ACTIVITY >> What lines of the material below include the string "highway"? Copy all of them.

RECORD EXTRACTS >>
-.-.-

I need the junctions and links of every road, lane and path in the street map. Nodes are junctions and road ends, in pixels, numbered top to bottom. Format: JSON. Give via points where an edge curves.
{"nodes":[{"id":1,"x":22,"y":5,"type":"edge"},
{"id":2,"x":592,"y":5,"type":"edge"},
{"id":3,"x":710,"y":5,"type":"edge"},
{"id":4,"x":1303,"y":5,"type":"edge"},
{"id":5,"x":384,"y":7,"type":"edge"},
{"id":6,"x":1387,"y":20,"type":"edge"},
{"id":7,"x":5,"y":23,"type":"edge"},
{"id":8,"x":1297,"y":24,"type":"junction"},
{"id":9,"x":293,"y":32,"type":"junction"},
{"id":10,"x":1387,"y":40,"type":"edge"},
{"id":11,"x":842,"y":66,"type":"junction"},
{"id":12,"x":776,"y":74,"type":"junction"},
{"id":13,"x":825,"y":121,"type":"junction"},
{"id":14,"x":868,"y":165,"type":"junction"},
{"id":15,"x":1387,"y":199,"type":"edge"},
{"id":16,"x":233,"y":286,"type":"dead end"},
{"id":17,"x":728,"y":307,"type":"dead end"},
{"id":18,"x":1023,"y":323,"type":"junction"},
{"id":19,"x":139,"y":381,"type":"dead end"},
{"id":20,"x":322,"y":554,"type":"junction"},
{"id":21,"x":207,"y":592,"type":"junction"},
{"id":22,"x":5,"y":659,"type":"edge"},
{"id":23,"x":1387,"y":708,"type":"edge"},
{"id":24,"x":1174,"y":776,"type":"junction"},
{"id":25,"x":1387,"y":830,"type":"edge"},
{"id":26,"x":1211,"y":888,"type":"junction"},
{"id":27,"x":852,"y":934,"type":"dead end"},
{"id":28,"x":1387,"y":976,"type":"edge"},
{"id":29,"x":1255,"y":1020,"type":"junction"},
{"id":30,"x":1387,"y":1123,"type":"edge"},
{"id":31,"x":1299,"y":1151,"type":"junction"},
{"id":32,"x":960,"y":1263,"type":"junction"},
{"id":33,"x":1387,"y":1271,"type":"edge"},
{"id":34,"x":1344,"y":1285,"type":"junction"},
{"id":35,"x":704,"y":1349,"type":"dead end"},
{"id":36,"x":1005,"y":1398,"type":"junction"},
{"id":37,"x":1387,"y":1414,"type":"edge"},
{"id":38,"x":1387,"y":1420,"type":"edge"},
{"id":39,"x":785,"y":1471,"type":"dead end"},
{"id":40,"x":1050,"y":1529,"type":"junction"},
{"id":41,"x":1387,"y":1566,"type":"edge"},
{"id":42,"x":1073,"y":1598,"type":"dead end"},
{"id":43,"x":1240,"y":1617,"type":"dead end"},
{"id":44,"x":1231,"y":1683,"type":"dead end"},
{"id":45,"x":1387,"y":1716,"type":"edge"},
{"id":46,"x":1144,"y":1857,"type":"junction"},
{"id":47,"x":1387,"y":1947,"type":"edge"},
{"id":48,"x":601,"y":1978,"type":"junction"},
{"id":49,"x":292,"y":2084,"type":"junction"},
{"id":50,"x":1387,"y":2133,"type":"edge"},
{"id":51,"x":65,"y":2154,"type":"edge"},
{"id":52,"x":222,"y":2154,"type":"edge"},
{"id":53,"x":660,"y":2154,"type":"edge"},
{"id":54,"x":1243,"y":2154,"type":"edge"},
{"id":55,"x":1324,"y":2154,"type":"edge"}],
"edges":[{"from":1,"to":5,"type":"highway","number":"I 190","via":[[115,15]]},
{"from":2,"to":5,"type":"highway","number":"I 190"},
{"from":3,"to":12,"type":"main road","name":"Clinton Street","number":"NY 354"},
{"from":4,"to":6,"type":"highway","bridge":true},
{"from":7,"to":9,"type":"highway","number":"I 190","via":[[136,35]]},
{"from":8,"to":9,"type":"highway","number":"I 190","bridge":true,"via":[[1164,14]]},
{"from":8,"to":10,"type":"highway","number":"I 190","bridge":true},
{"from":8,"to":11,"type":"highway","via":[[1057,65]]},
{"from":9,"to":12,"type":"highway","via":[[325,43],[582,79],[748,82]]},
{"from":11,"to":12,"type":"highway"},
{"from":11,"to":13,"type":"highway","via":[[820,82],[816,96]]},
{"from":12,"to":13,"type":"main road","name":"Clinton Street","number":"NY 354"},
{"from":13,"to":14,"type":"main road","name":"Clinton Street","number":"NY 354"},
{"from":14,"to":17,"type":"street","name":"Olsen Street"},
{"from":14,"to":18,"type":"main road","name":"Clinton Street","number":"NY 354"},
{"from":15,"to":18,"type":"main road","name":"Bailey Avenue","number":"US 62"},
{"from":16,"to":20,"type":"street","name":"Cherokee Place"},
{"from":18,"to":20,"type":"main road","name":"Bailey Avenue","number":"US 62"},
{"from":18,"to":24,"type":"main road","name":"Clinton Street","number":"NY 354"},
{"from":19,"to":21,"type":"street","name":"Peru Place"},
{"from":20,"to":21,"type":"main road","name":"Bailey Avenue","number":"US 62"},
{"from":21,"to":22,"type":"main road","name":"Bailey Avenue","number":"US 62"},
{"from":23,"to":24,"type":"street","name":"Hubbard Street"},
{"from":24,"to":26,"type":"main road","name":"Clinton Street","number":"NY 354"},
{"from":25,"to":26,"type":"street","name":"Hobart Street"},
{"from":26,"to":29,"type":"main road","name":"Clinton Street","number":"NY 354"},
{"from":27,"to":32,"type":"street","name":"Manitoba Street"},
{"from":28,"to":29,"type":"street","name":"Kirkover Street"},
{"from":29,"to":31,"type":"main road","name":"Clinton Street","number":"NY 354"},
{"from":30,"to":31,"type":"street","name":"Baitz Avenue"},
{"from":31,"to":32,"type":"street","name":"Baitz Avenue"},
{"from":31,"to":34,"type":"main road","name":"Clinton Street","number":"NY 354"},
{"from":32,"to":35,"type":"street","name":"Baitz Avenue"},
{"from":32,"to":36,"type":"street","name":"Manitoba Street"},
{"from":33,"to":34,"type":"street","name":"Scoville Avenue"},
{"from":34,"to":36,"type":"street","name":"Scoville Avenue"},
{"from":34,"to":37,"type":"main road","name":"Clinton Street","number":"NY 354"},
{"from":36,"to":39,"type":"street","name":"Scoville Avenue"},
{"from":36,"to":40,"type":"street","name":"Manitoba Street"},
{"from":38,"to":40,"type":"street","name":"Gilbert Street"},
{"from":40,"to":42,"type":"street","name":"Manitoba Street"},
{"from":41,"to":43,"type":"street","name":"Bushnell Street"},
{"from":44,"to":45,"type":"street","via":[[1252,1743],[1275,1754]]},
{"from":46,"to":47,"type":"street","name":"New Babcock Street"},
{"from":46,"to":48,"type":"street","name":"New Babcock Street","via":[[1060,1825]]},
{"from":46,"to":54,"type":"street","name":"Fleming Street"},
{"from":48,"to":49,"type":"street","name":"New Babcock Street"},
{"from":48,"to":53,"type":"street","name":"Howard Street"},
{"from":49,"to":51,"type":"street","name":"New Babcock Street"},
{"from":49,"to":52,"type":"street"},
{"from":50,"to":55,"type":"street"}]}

-.-.-

FINISHED TASK >>
"edges":[{"from":1,"to":5,"type":"highway","number":"I 190","via":[[115,15]]},
{"from":2,"to":5,"type":"highway","number":"I 190"},
{"from":4,"to":6,"type":"highway","bridge":true},
{"from":7,"to":9,"type":"highway","number":"I 190","via":[[136,35]]},
{"from":8,"to":9,"type":"highway","number":"I 190","bridge":true,"via":[[1164,14]]},
{"from":8,"to":10,"type":"highway","number":"I 190","bridge":true},
{"from":8,"to":11,"type":"highway","via":[[1057,65]]},
{"from":9,"to":12,"type":"highway","via":[[325,43],[582,79],[748,82]]},
{"from":11,"to":12,"type":"highway"},
{"from":11,"to":13,"type":"highway","via":[[820,82],[816,96]]},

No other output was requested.